__Assigned task__
For each line below that holds "УЛИЦА", return the line as it stands.

[Opening Provided data section]

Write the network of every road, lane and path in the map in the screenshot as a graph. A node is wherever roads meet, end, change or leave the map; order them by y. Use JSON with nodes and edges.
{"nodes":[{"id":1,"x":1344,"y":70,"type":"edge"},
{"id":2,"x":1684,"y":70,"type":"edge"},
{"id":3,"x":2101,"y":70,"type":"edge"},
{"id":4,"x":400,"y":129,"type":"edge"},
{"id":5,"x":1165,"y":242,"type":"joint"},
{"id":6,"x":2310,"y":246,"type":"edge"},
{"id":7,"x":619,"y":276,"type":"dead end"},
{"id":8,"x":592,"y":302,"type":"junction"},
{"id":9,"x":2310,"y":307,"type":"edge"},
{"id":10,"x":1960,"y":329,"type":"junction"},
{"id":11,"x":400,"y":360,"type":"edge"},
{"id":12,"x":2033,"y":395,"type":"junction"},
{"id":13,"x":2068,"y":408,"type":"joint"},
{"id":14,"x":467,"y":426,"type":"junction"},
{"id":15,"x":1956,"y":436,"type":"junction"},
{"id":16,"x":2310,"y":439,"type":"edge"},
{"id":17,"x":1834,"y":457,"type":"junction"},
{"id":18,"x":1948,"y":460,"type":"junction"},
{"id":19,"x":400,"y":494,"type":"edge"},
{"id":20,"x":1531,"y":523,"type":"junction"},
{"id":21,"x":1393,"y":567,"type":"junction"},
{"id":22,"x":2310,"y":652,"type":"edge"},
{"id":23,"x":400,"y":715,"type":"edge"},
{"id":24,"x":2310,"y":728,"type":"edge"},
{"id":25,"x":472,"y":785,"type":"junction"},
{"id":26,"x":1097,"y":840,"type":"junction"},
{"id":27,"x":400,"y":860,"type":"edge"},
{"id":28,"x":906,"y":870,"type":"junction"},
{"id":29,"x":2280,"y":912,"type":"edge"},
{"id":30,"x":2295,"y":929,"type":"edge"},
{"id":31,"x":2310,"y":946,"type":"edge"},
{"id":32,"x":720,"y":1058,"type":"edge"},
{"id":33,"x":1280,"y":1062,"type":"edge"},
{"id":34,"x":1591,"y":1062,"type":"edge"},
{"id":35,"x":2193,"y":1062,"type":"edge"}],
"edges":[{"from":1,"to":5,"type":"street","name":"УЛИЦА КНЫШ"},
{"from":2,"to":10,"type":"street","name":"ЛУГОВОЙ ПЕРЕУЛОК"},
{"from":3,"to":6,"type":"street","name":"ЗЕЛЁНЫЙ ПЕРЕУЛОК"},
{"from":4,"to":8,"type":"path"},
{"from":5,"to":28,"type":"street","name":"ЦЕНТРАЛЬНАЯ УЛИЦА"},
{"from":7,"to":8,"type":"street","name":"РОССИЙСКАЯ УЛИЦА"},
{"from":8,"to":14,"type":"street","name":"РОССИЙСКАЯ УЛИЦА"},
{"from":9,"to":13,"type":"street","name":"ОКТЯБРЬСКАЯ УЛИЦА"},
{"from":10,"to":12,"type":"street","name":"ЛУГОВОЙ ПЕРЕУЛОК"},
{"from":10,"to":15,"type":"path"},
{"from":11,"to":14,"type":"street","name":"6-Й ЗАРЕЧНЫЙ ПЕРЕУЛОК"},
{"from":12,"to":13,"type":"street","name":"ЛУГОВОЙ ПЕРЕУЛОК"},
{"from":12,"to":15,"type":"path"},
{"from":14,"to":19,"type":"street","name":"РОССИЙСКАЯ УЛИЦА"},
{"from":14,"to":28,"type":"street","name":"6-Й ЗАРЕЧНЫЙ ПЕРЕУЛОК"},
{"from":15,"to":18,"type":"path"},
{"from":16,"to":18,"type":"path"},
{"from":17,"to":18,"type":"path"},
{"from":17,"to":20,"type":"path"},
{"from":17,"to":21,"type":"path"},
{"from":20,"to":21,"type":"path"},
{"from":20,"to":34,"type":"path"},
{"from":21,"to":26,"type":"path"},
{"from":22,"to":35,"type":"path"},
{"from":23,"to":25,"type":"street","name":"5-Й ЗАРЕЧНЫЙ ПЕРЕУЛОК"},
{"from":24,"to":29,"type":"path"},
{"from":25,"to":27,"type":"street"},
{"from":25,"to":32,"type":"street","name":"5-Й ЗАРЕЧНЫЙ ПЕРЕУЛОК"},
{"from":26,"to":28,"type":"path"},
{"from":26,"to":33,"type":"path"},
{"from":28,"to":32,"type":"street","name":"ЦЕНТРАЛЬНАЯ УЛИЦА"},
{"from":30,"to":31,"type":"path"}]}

[Closing Provided data section]

__Output of the exercise__
"edges":[{"from":1,"to":5,"type":"street","name":"УЛИЦА КНЫШ"},
{"from":5,"to":28,"type":"street","name":"ЦЕНТРАЛЬНАЯ УЛИЦА"},
{"from":7,"to":8,"type":"street","name":"РОССИЙСКАЯ УЛИЦА"},
{"from":8,"to":14,"type":"street","name":"РОССИЙСКАЯ УЛИЦА"},
{"from":9,"to":13,"type":"street","name":"ОКТЯБРЬСКАЯ УЛИЦА"},
{"from":14,"to":19,"type":"street","name":"РОССИЙСКАЯ УЛИЦА"},
{"from":28,"to":32,"type":"street","name":"ЦЕНТРАЛЬНАЯ УЛИЦА"},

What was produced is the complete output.